And since I didn’t know much when I began, it necessitated my taking time to learn about it all. And don’t get me wrong, I fully believe and expect the Lord to fulfill the rest of my desires, but just in His own time. The problem though is that I’m not getting any younger, my days are numbered and I feel like time might run out on me before I get to put things to right. And I’m here chuckling, because I’m wondering where all this is coming from. I guess it stems from me asking myself earlier this morning, why I’m not doing the things I truly want to do?
And after considering the matter, I decided that there was nothing really holding be back from doing some of the things I desired; nothing but me. I guess the Lord is waiting for me to cut out the easy to come by, interesting diversions, and instead take up the heavier tasks that are involved in my heart’s desires. So I guess the challenge rests in my hands. Am I going to accept it and do the stuff I want to do, or continue the way I’m going right now, then complain about not doing what I want to do.
Granted, there has been some recent illness that stole all my good intentions and energy, but that’s over now. So I can’t blame my lackadaisical attitude on that any longer. But isn’t that exactly what we do; try to put the blame on other people and other things for our shortcomings; especially in these days of entitlement? That’s for sure! We’ve become so adept at placing blame everywhere else but where it rightly belongs, on ourselves.
And I’m chuckling again, trying to figure out why the Lord made me go down this road today. I can only guess that it’s a lesson for some of you, my readers, an example of how to, and how not to go about the Lord’s business in our lives. Hopefully someone can learn something from my experiences. The important thing here though is to do exactly as Bruh David says in the Psalm; trust in the Lord, fret not, be not envious, do good, delight thyself in the Lord, commit thy way to Him, cease from anger and forsake wrath.
As the scholars say: ‘All of these exhortations urge the believer to confidently trust the Lord with all of life’s problems.’ Now that won’t always be easy, and you’ll find reasons to complain some, (smile) but if you’re serious and sincere, the Lord will lead you aright, through both the tough times and the good ones. As Bruh David says later on in the psalm. “Wait on the Lord, and keep his way, and he shall exalt thee to inherit the land: when the wicked are cut off, thou shalt see it…. But the salvation of the righteous is of the Lord: he is their strength in the time of trouble. And the Lord shall help them, and deliver them: he shall deliver them from the wicked, and save them, because they trust in him’ (Ps. 37:34, 39-40)

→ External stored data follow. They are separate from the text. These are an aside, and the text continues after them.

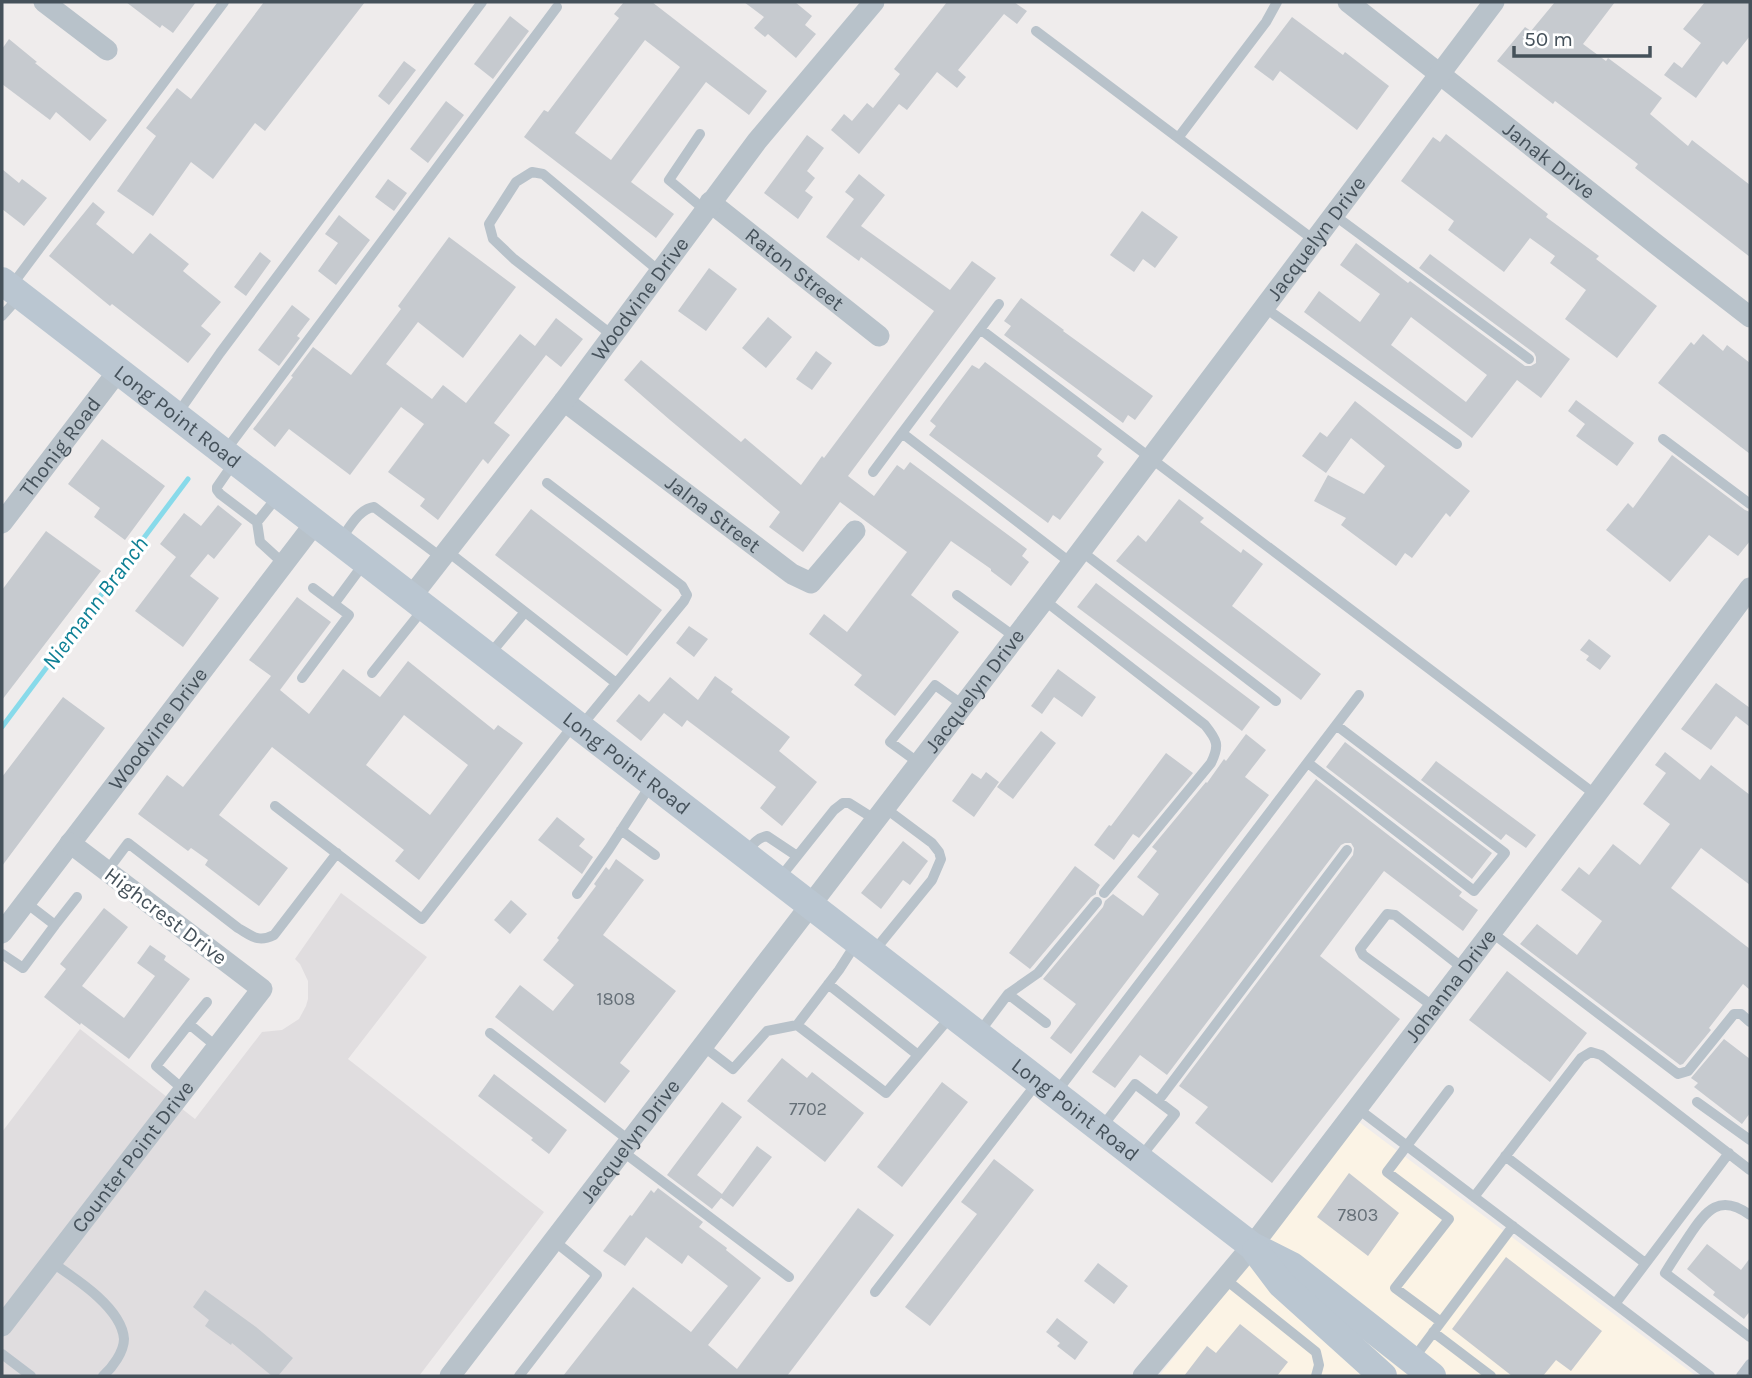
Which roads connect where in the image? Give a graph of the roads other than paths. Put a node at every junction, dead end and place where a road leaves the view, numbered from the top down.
1 (44, 2) edge
2 (224, 2) edge
3 (482, 2) edge
4 (874, 2) edge
5 (1277, 2) edge
6 (1348, 2) edge
7 (1494, 2) edge
8 (557, 8) dead end
9 (1036, 32) dead end
10 (107, 51) dead end
11 (1441, 74) junction
12 (700, 134) dead end
13 (1178, 138) junction
14 (708, 206) junction
15 (1334, 215) junction
16 (1314, 240) junction
17 (659, 271) junction
18 (11, 288) edge
19 (999, 304) dead end
20 (1264, 307) junction
21 (2, 316) edge
22 (1750, 317) edge
23 (980, 330) junction
24 (612, 335) junction
25 (879, 336) dead end
26 (1529, 359) dead end
27 (118, 371) junction
28 (564, 401) junction
29 (176, 415) junction
30 (902, 433) junction
31 (1663, 439) dead end
32 (1457, 444) dead end
33 (230, 457) junction
34 (1151, 459) junction
35 (873, 472) dead end
36 (547, 483) dead end
37 (279, 495) junction
38 (1750, 504) edge
39 (257, 522) junction
40 (2, 523) edge
41 (315, 523) junction
42 (855, 531) dead end
43 (339, 541) junction
44 (445, 555) junction
45 (1076, 557) junction
46 (365, 562) junction
47 (284, 564) junction
48 (313, 588) dead end
49 (1750, 588) edge
50 (957, 595) dead end
51 (1044, 600) junction
52 (418, 603) junction
53 (334, 604) junction
54 (525, 612) junction
55 (1015, 637) junction
56 (488, 657) junction
57 (372, 673) dead end
58 (302, 678) dead end
59 (617, 683) junction
60 (1359, 695) dead end
61 (1276, 701) dead end
62 (963, 705) junction
63 (577, 725) junction
64 (1336, 725) junction
65 (1308, 763) junction
66 (919, 764) junction
67 (652, 783) junction
68 (1596, 795) junction
69 (275, 806) dead end
70 (880, 814) junction
71 (621, 830) junction
72 (70, 843) junction
73 (1347, 850) dead end
74 (337, 853) junction
75 (655, 855) dead end
76 (744, 855) junction
77 (797, 856) junction
78 (107, 871) junction
79 (778, 880) junction
80 (577, 894) dead end
81 (77, 897) dead end
82 (25, 902) junction
83 (810, 905) junction
84 (55, 925) junction
85 (1491, 932) junction
86 (2, 933) edge
87 (865, 947) junction
88 (2, 954) edge
89 (1464, 969) junction
90 (828, 984) junction
91 (262, 989) joint
92 (1008, 994) junction
93 (207, 1002) dead end
94 (1434, 1007) junction
95 (952, 1014) junction
96 (1750, 1022) edge
97 (1046, 1023) dead end
98 (190, 1024) junction
99 (797, 1025) junction
100 (490, 1033) dead end
101 (978, 1034) junction
102 (703, 1046) junction
103 (217, 1047) junction
104 (918, 1055) junction
105 (1047, 1088) junction
106 (184, 1090) junction
107 (1449, 1090) dead end
108 (1158, 1101) junction
109 (1697, 1102) dead end
110 (1357, 1108) junction
111 (1100, 1129) junction
112 (1750, 1140) edge
113 (626, 1146) junction
114 (1406, 1146) junction
115 (1729, 1153) junction
116 (1505, 1156) junction
117 (1139, 1158) junction
118 (1750, 1170) edge
119 (1474, 1197) junction
120 (1750, 1215) edge
121 (1513, 1226) junction
122 (554, 1241) junction
123 (1252, 1246) junction
124 (51, 1262) junction
125 (1646, 1263) junction
126 (789, 1277) dead end
127 (1225, 1279) junction
128 (874, 1292) dead end
129 (1615, 1304) junction
130 (1441, 1322) junction
131 (2, 1326) edge
132 (1433, 1332) junction
133 (1750, 1337) edge
134 (1324, 1342) junction
135 (2, 1354) edge
136 (1750, 1364) edge
137 (1422, 1368) edge
138 (1374, 1374) edge
139 (1706, 1375) edge
140 (31, 1376) edge
141 (103, 1376) edge
142 (450, 1376) edge
143 (519, 1376) edge
144 (1143, 1376) edge
145 (1316, 1376) edge
146 (1491, 1376) edge
147 (1741, 1376) edge

1 - 10 street
2 - 18 lane
3 - 29 lane
4 - 14 street, Woodvine Drive
5 - 13 lane
6 - 11 street, Janak Drive
7 - 11 street, Jacquelyn Drive
8 - 33 lane
9 - 13 lane
11 - 15 street, Jacquelyn Drive
11 - 22 street, Janak Drive
12 - 14 lane
13 - 16 lane
14 - 17 street, Woodvine Drive
14 - 25 street, Raton Street
15 - 16 street, Jacquelyn Drive
15 - 26 lane
16 - 20 street, Jacquelyn Drive
17 - 24 street, Woodvine Drive
17 - 24 lane
18 - 21 lane
18 - 27 main road, Long Point Road
19 - 23 lane
20 - 32 lane
20 - 34 street, Jacquelyn Drive
23 - 30 lane
23 - 34 lane
24 - 28 street, Woodvine Drive
27 - 29 main road, Long Point Road
27 - 40 street, Thonig Road
28 - 42 street, Jalna Street
28 - 44 street, Woodvine Drive
29 - 33 main road, Long Point Road
30 - 35 lane
30 - 45 lane
31 - 38 lane
33 - 37 main road, Long Point Road
33 - 39 lane
34 - 45 street, Jacquelyn Drive
34 - 68 lane
36 - 59 lane
37 - 39 lane
37 - 41 main road, Long Point Road
39 - 47 lane
41 - 43 main road, Long Point Road
41 - 47 street, Woodvine Drive
43 - 44 lane
43 - 46 main road, Long Point Road
44 - 52 street, Woodvine Drive
44 - 54 lane
45 - 51 street, Jacquelyn Drive
45 - 61 lane
46 - 52 main road, Long Point Road
46 - 53 lane
47 - 72 street, Woodvine Drive
48 - 53 lane
49 - 68 street, Johanna Drive
50 - 55 lane
51 - 55 street, Jacquelyn Drive
51 - 92 lane
52 - 56 main road, Long Point Road
52 - 57 lane
53 - 58 lane
54 - 56 lane
54 - 59 lane
55 - 62 street, Jacquelyn Drive
56 - 63 main road, Long Point Road
59 - 63 lane
60 - 64 lane
62 - 66 street, Jacquelyn Drive
62 - 66 lane
63 - 67 main road, Long Point Road
63 - 74 lane
64 - 65 lane
64 - 65 lane
65 - 105 lane
66 - 70 street, Jacquelyn Drive
67 - 71 lane
67 - 76 main road, Long Point Road
68 - 85 street, Johanna Drive
69 - 74 lane
70 - 77 lane
70 - 83 street, Jacquelyn Drive
70 - 87 lane
71 - 75 lane
71 - 80 lane
72 - 78 street, Highcrest Drive
72 - 82 street, Woodvine Drive
73 - 108 lane
74 - 78 lane
76 - 77 lane
76 - 79 main road, Long Point Road
77 - 79 lane
78 - 91 street, Highcrest Drive
79 - 83 main road, Long Point Road
81 - 84 lane
82 - 84 lane
82 - 86 street, Woodvine Drive
83 - 87 main road, Long Point Road
83 - 102 street, Jacquelyn Drive
84 - 88 lane
85 - 89 street, Johanna Drive
85 - 96 lane
87 - 90 lane
87 - 95 main road, Long Point Road
89 - 94 street, Johanna Drive
89 - 94 lane
90 - 99 lane
90 - 104 lane
91 - 103 street, Counter Point Drive
92 - 97 lane
92 - 101 lane
93 - 98 lane
94 - 110 street, Johanna Drive
95 - 101 main road, Long Point Road
95 - 104 lane
98 - 103 lane
98 - 106 lane
99 - 102 lane
99 - 104 lane
100 - 113 lane
101 - 105 main road, Long Point Road
102 - 113 street, Jacquelyn Drive
103 - 106 street, Counter Point Drive
105 - 111 main road, Long Point Road
105 - 128 lane
106 - 124 street, Counter Point Drive
107 - 114 lane
108 - 111 lane
108 - 117 lane
109 - 112 lane
110 - 114 lane
110 - 123 street, Johanna Drive
111 - 117 main road, Long Point Road
113 - 122 street, Jacquelyn Drive
113 - 126 lane
114 - 119 lane
114 - 130 lane
115 - 116 lane
115 - 118 lane
115 - 125 lane
116 - 119 lane
116 - 125 lane
117 - 123 main road, Long Point Road
119 - 121 lane
120 - 133 lane
121 - 129 lane
121 - 130 lane
122 - 142 street, Jacquelyn Drive
122 - 143 lane
123 - 127 street, Johanna Drive
123 - 134 main road, Long Point Road
123 - 137 main road, Long Point Road
124 - 131 street, Counter Point Drive
124 - 141 lane
125 - 129 lane
127 - 134 lane
127 - 144 street, Johanna Drive
129 - 139 lane
130 - 132 lane
132 - 137 lane
132 - 146 lane
134 - 138 main road, Long Point Road
134 - 145 lane
135 - 140 lane
136 - 147 lane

Yes my people, it all boils down to how much we truly trust the Lord. And why shouldn’t we trust Him totally, after He’s been so good to us. Take for example these Thursday Blessings, undeserved blessings He’s so generously bestowed on us to do His earthly work. So, let’s declare and thus activate them nuh, for a blessing is not a blessing until it’s spoken. As one strong and sincere voice: ‘I declare that I am blessed with God’s supernatural wisdom and receive clear direction for my life! I declare today that I am blessed with creativity, courage, talent and abundance! I am blessed with a strong will, self-control and self-discipline!

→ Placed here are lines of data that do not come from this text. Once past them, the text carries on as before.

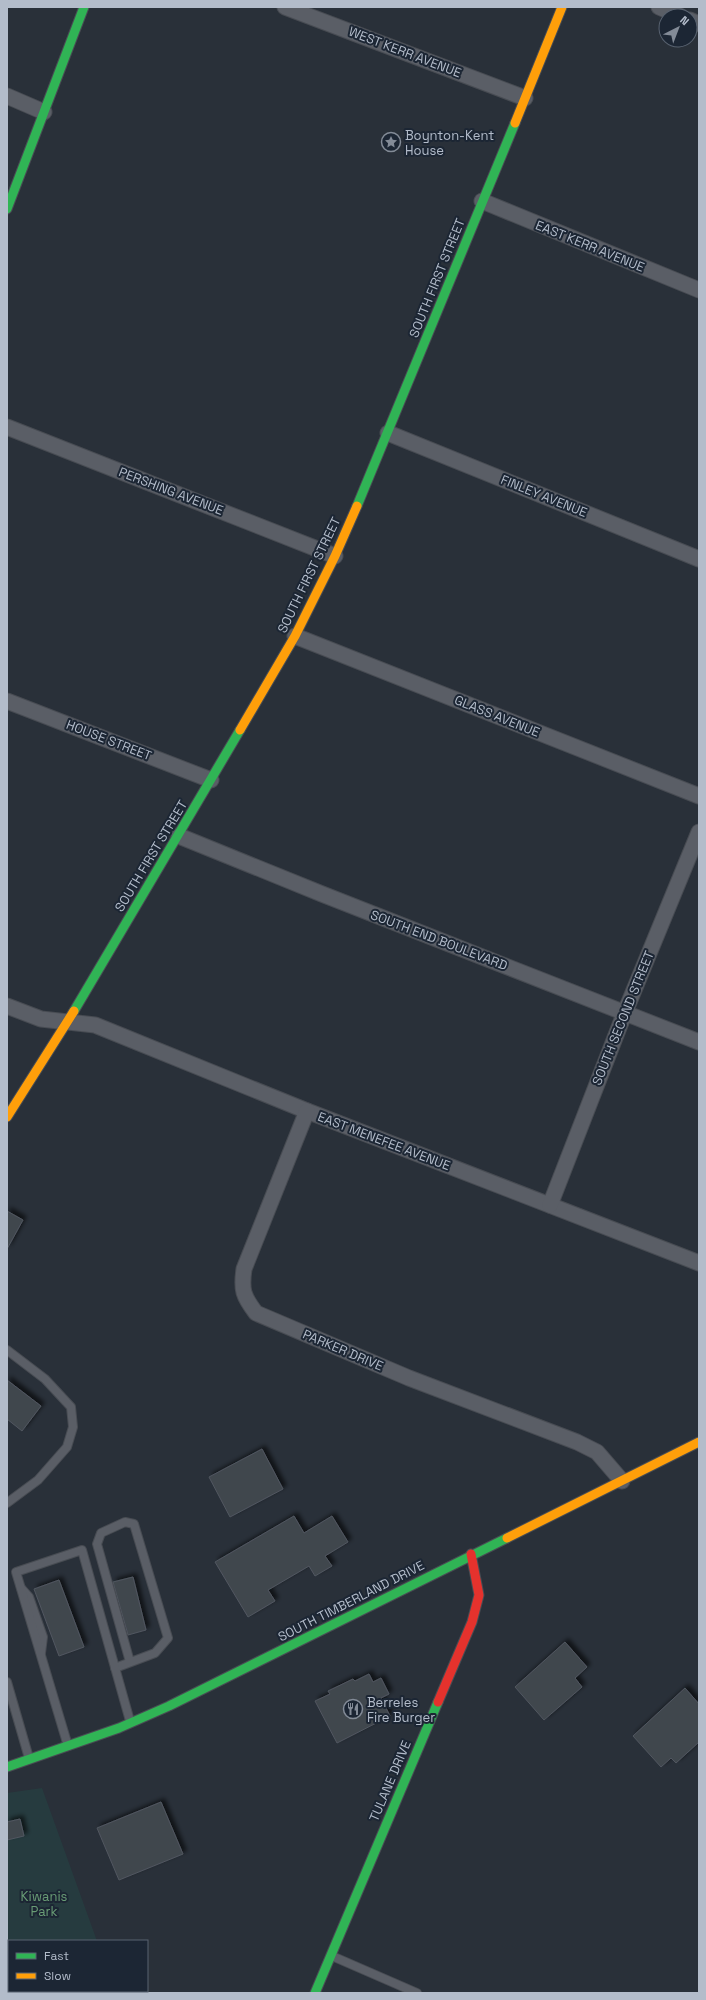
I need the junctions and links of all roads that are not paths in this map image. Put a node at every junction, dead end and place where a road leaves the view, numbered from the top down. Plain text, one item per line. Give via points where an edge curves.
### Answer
1 (84, 7) edge
2 (285, 7) edge
3 (562, 7) edge
4 (7, 96) edge
5 (525, 98) junction
6 (44, 112) junction
7 (482, 201) junction
8 (7, 209) edge
9 (699, 290) edge
10 (7, 427) edge
11 (388, 433) junction
12 (335, 556) junction
13 (699, 559) edge
14 (295, 636) junction
15 (7, 701) edge
16 (211, 780) junction
17 (699, 796) edge
18 (699, 832) edge
19 (179, 836) junction
20 (7, 1006) edge
21 (625, 1012) junction
22 (67, 1022) junction
23 (699, 1042) edge
24 (308, 1111) junction
25 (7, 1117) edge
26 (550, 1204) junction
27 (699, 1263) edge
28 (7, 1350) edge
29 (699, 1442) edge
30 (622, 1481) junction
31 (7, 1503) edge
32 (471, 1554) junction
33 (130, 1662) junction
34 (115, 1668) junction
35 (7, 1682) edge
36 (131, 1723) junction
37 (68, 1747) junction
38 (30, 1760) junction
39 (7, 1767) edge
40 (331, 1956) junction
41 (315, 1993) edge
42 (417, 1993) edge

1 - 6 street
2 - 5 street, WEST KERR AVENUE
3 - 5 street, SOUTH FIRST STREET
4 - 6 street
5 - 7 street, SOUTH FIRST STREET
6 - 8 street
7 - 9 street, EAST KERR AVENUE
7 - 11 street, SOUTH FIRST STREET
10 - 12 street, PERSHING AVENUE
11 - 12 street, SOUTH FIRST STREET
11 - 13 street, FINLEY AVENUE
12 - 14 street, SOUTH FIRST STREET
14 - 16 street, SOUTH FIRST STREET
14 - 17 street, GLASS AVENUE
15 - 16 street, HOUSE STREET
16 - 19 street, SOUTH FIRST STREET
18 - 21 street, SOUTH SECOND STREET
19 - 21 street, SOUTH END BOULEVARD
19 - 22 street, SOUTH FIRST STREET
20 - 22 street, EAST MENEFEE AVENUE via 41,1019
21 - 23 street, SOUTH END BOULEVARD
21 - 26 street, SOUTH SECOND STREET
22 - 24 street, EAST MENEFEE AVENUE via 95,1024
22 - 25 street, SOUTH FIRST STREET
24 - 26 street, EAST MENEFEE AVENUE
24 - 30 street, PARKER DRIVE via 244,1269 241,1287 247,1302 256,1313 409,1378 577,1442 597,1452
26 - 27 street, EAST MENEFEE AVENUE
28 - 31 lane via 45,1379 71,1407 73,1427 67,1447 38,1480
29 - 30 street, SOUTH TIMBERLAND DRIVE
30 - 32 street, SOUTH TIMBERLAND DRIVE
32 - 36 street, SOUTH TIMBERLAND DRIVE
32 - 40 street, TULANE DRIVE via 479,1595 472,1622
33 - 33 lane via 155,1653 168,1638 134,1524 125,1522 101,1533 97,1544
33 - 34 lane
34 - 36 lane
34 - 37 lane via 82,1550 16,1572
35 - 38 lane
36 - 37 street, SOUTH TIMBERLAND DRIVE
37 - 38 street, SOUTH TIMBERLAND DRIVE
38 - 39 street, SOUTH TIMBERLAND DRIVE
40 - 41 street, TULANE DRIVE
40 - 42 lane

I am blessed with a great family, good friends, good health, faith, favour and fulfillment! I am blessed with success, supernatural strength, promotion and divine protection! I am blessed with a compassionate heart and a positive outlook on life! I declare that any curse or negative word that’s ever been spoken over me is broken right now in the name of Jesus! I declare that everything I put my hands to, will prosper and succeed! I declare it today and every day! Amen!’
And having activated those blessings, we’re now duty bound to go out and use them to help others, use them just as generously as the Lord bestowed them on us, so that they too can come to know and LOVE him like we do! Much LOVE!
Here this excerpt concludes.